Key Challenge: HVS and MVS can be viewed as Newtonian systems (where states and controls precisely predict the next step), while RVS is a Mertonian system. A single-character error in cognition can lead to vastly different poses in decision-making; a 1 cm deviation in decision-making can result in a collision during execution. This amplification of "step-by-step unpredictability" makes it impossible to directly transfer existing IQA methods to embodied scenarios.

Goal: To formally introduce "IQA for Embodied AI" and provide reliable perceptual quality metrics for future embodied applications.

Core Idea: Define image quality through the success rate of downstream robot tasks. The negative impacts of distortion across cognition, decision, and execution are quantified. This subjective scoring is formalized into a database via large-scale VLM/VLA/real-robot annotations to verify the failure of existing IQA methods.

Method¶

Overall Architecture¶

Ours does not propose a new IQA model but establishes a subjective scoring system + database + benchmark. Borrowing the Mertonian Law from sociology, the visual link of embodied AI is decomposed into Perception → Cognition → Decision → Execution, with a specific "scoring agent" assigned to each step: Perception corresponds to the camera (task definition), Cognition to VLMs (brain), Decision to VLAs (cerebellum), and Execution to the robotic arm (motor system). The quality of a distorted image is defined by how much it "derails" the task along this pipeline.

flowchart LR
    A[Perception<br/>Camera/Task Definition<br/>5 tasks per image] --> B[Cognition<br/>15 VLMs<br/>Text output comparison]
    B --> C[Decision<br/>15 VLAs<br/>7-DoF pose comparison]
    C --> D[Execution<br/>UR5 Robot Arm<br/>Success/Distance/E-stop]
    ref[Reference Image] -.Comparison.-> B
    dis[Distorted Image] -.Comparison.-> B
    D --> Q[Perception Quality<br/>Metric]

The scoring logic for the entire link is built on reference/distorted image pairs: for the same task, both images are fed to the same agent, and the output difference is measured.

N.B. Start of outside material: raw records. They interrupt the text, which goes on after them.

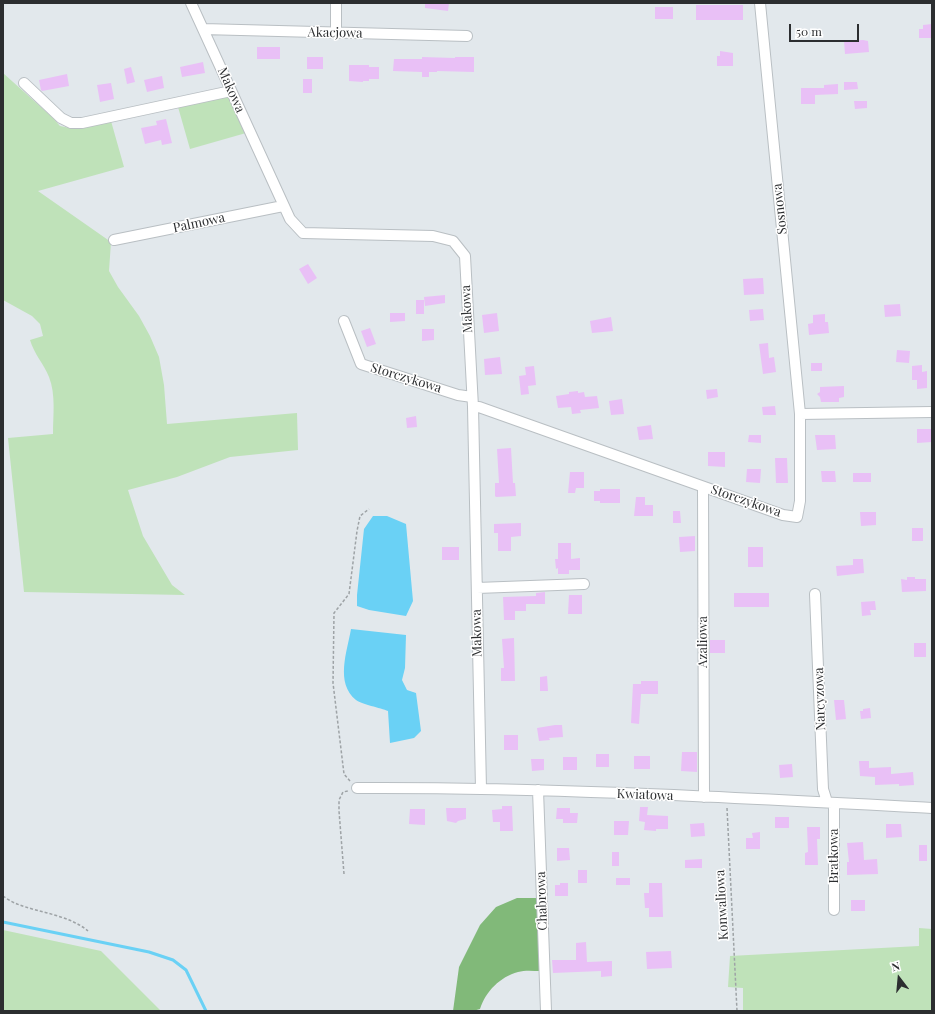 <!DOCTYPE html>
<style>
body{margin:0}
#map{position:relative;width:935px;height:1014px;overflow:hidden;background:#e2e8ec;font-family:"Playfair Display",serif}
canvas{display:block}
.frame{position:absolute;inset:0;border:4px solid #2c2e30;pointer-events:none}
.north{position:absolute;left:879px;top:958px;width:40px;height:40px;-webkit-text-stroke:3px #fff;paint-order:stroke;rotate:344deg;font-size:11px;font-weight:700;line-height:16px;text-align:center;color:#2c2e30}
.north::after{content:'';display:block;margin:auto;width:14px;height:18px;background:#2c2e30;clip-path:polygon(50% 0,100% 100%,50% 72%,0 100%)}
.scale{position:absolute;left:789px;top:24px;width:70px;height:18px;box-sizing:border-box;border:2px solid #2c2e30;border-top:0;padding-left:5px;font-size:12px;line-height:14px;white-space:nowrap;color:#2c2e30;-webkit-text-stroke:3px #fff;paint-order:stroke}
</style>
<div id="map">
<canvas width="935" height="1014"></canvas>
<div class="frame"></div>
<div class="north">N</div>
<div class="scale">50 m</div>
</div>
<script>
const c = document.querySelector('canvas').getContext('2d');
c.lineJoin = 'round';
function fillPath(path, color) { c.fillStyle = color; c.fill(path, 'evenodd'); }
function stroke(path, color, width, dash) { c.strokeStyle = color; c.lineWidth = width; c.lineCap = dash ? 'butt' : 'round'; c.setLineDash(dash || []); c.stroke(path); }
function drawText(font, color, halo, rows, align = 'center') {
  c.font = font + ' "Playfair Display",serif'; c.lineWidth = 3; c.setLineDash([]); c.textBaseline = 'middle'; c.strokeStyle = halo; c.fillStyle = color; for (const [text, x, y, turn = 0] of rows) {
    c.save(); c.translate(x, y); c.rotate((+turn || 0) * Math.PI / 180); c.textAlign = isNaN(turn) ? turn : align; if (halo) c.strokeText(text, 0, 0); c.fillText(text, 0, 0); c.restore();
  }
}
const green = new Path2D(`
 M3 73 52 117 60 126 75 129 111 121 124 167 38 191 111 242 109 271 118 287 139 316 150 336 159 357 164 385 167 424 297 413 298 450 230 457 177 477 128 490 143 536 172 585 185 595 24 592 8 438 53 434C53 415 56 395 49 377 44 364 34 354 30 340L43 336 40 324 32 316 3 300Z
 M229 96 246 133 190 149 178 107Z
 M919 928 932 929V1011H743V988L728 987 730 956 919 946Z
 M3 930 101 951 161 1011H3Z`);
const forest = new Path2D(`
 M517 898H537L540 971C533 971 525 970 518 972 500 977 486 991 480 1009L473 1011H453L459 967 480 925 496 907Z`);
const water = new Path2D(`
 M373 516H387L406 524 413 601 406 616 369 610 357 606V595L364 529Z
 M351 629 406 635 405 668 402 680 407 690 416 693 421 731 414 738 390 743 388 711C381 708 361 704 356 700 335 683 347 652 351 629Z`);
const stream = new Path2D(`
 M3 922 149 952 173 960 186 970 206 1011`);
const building = new Path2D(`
 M425 3H449L448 11 425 8Z
 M696 5H743V20H696Z
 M655 7H673V19H655Z
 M932 24V38H919V29H923V25Z
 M863 40 868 41 869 52 845 54 844 41Z
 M257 47H280V59H257Z
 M720 51 733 53V66H717V56H720Z
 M307 57H323V69H307Z
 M422 57 455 58V57H474V72L437 71V72H429V77H422V72L393 71 394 59H422Z
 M203 62 205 73 182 77 180 67Z
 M349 65H369V67H379V79H369V81H363V82L349 81Z
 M131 67 135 82 127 84 124 69Z
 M67 74 69 86 42 91 41 90 39 80Z
 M162 76 164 88 147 92 144 80Z
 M303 79H312V93H303Z
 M844 82H857L858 89 844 90Z
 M111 83 114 99 100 102 97 85Z
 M838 84V94L815 95V104H801V88H824V85Z
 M854 101H867V108L855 109Z
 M166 119 172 143 162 145 161 140 145 144 141 128 157 125 156 121Z
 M308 264 317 278 308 284 299 269Z
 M763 278 764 294 744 295 743 279Z
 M445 295V303L425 306 424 297Z
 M416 300H424V314H416Z
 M900 304 901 316 885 317 884 305Z
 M763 309 764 320 750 321 749 310Z
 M390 313H405V321L390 322Z
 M497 313 499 331 484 333 482 315Z
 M825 314V322H828L829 333 809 335 808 324 813 323V315Z
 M611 317 613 331 592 333 590 321Z
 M370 328 376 344 367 347 361 331Z
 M422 329H434V340L422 341Z
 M768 343 769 358 774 357 776 372 763 374 759 344Z
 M897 350 910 351 909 363 896 362Z
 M500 357 502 374 485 375 484 359Z
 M811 363H822V371H811Z
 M922 365V372L927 371V388L917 389V380H912V366Z
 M534 366 536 385 528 386 529 394 521 395 519 376 526 375 525 367Z
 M844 386V397L839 398V402H821L820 397 817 394 820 392V387Z
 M717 389 718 397 707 399 706 390Z
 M578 391V393L584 392 585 397 597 396 599 408 580 410 581 413 572 414 571 407 558 408 556 396 569 394V392Z
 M622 399 624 414 611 415 609 401Z
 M775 406 776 415H763L762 407Z
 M416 416 417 427 407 428 406 418Z
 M651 425 653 439 639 440 637 427Z
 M917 429H932V442L917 443Z
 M749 435H761V443L748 442Z
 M815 435H835L836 449 817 450Z
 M511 448 513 483H515L516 496 496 497 495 496V483H499L497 449Z
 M708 452H725V467L708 466Z
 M775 458H787L788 483H776Z
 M747 469H761L760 483 746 482Z
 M821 471H835L836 482H822Z
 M570 472H584V488H576L575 493H568Z
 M853 473H871V482H853Z
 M600 489H620V503H600V501H594V491H600Z
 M636 497H645V505H653V516H634Z
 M673 511H680L681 523H673Z
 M860 512H876V525L861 526Z
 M521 523V536L511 537V551H498V533H494V524Z
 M912 528H923V541H912Z
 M695 536V551L680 552 679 537Z
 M558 543H571V559L580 558V570H569V574H558V568L556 569 555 559H558Z
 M442 547H459V560H442Z
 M748 547H763V567H748Z
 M853 559H863L864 573 837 576 836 566 853 565Z
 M907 577H915V579H926V591L902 592 901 579 907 580Z
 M545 592V604H526V611H515V620H504L503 597 536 596V593Z
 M734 593H769V607H734Z
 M569 595H582V614H568Z
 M875 601 876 610H870L871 615 862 616 861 602Z
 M514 638 515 681H501V668H504L502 639Z
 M710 640H725V653H710Z
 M914 643H926V657H914Z
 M547 676 548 691H540V677Z
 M641 681H658V694H641L639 724 631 723 633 684H641Z
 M834 700H844L846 719 836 720Z
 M870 708 871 718 861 719 860 711H863V709Z
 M555 725H562L563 737 549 738 550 740 539 741 537 728Z
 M504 735H518V750H504Z
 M682 752H697V772L681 771Z
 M596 754H609V767H596Z
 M634 756H650V769H634Z
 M563 757H577V770H563Z
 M531 759H544V770L532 771Z
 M859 761H869V768L891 767V774L913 772 914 785 899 786V784L875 785V777L860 776Z
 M792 764 793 777 780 778 779 765Z
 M502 806H512L513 831H500V822H493L492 810 502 809Z
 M640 807H648L647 815 668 816V829H656V831L644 830 645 822 639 821Z
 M446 808H466V819L458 821 456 823 447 821Z
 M557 808H570V813H578L577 823H563V819H556Z
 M410 809H425V825L409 824Z
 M775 817H789V828H775Z
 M614 821H629L628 835H614Z
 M704 823 705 836 691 837 690 824Z
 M886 824H901L902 837 886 838Z
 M807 827H820V839H817L818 865H805V853L808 852Z
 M760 832V849H746V838H753L752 833Z
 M863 842 864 860 877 859 878 874 847 875V862H849L847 843Z
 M919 845H927V861H919Z
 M557 848H569L570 860 557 861Z
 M612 852H619V866H612Z
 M702 859V868H685V860Z
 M578 870H587V883H578Z
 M616 878H630V885H616Z
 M560 883H568V896H555V885H560Z
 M649 883H662L663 917H649V908H645L644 893H649Z
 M851 900H865V911H851Z
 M586 942 587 962 612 961V976L601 977V971L553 973 552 960H576V943Z
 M671 951 672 968 647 969 646 952Z`);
const path = new Path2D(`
 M350 781 344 774 333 683 334 613 349 594 357 531 360 516 369 509
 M727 808 737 1011
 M344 874 339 811V800L343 792 348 791
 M3 896C7 899 12 902 17 904 40 913 69 915 88 931`);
const minor = new Path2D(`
 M191 3 290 219 303 233 433 236 453 241 465 256 473 407 481 789
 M203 29 467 36
 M336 33V3
 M24 83 61 118 71 123H82L231 91
 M114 240 283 206
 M344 321 361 364 458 395 472 397
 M473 407H479L783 515 797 517 800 501V414L760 3
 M800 414 932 412
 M703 487 704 797
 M477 588 584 584
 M815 594 823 789 827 802
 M357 788C549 787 741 798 932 808
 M538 790 546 1011
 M834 803V910`);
const streetNames = [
 ["Akacjowa",335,33,1],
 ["Makowa",231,90,66],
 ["Sosnowa",780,209,-96],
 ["Palmowa",199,223,-12],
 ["Makowa",467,309,-93],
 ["Storczykowa",406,378,17],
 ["Storczykowa",746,501,19],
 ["Makowa",477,633,-91],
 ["Azaliowa",703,642,-90],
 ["Narcyzowa",820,699,-92],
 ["Kwiatowa",645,795,2],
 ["Bratkowa",834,856,-90],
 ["Chabrowa",542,901,-92],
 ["Konwaliowa",722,905,-93]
];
fillPath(green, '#bfe2b9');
fillPath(forest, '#81b979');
fillPath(water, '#6ad1f5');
stroke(stream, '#6ad1f5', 3);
fillPath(building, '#e9c0f6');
stroke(minor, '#b9bfc3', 12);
stroke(path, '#9ea3a6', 1.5, [3, 2]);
stroke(minor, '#fff', 10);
drawText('13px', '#2c2e30', '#fff', streetNames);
</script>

Larger differences indicate greater harm to the robot and lower image quality.

Key Designs¶

1. Four-step Pipeline under Mertonian Systems: Why Robots Need Dedicated IQA. The fundamental design is the argument that RVS cannot reuse HVS/MVS paradigms. HVS and MVS work with existing IQA because they are Newtonian—their decision and execution processes are robust and predictable. In contrast, robot decision and execution do not strictly follow cognition: a character-level cognitive bias can be magnified into a drastic pose change, and a 1 cm path shift can result in an obstacle collision. Due to this unpredictable amplification, Cognition, Decision, and Execution must be scored separately.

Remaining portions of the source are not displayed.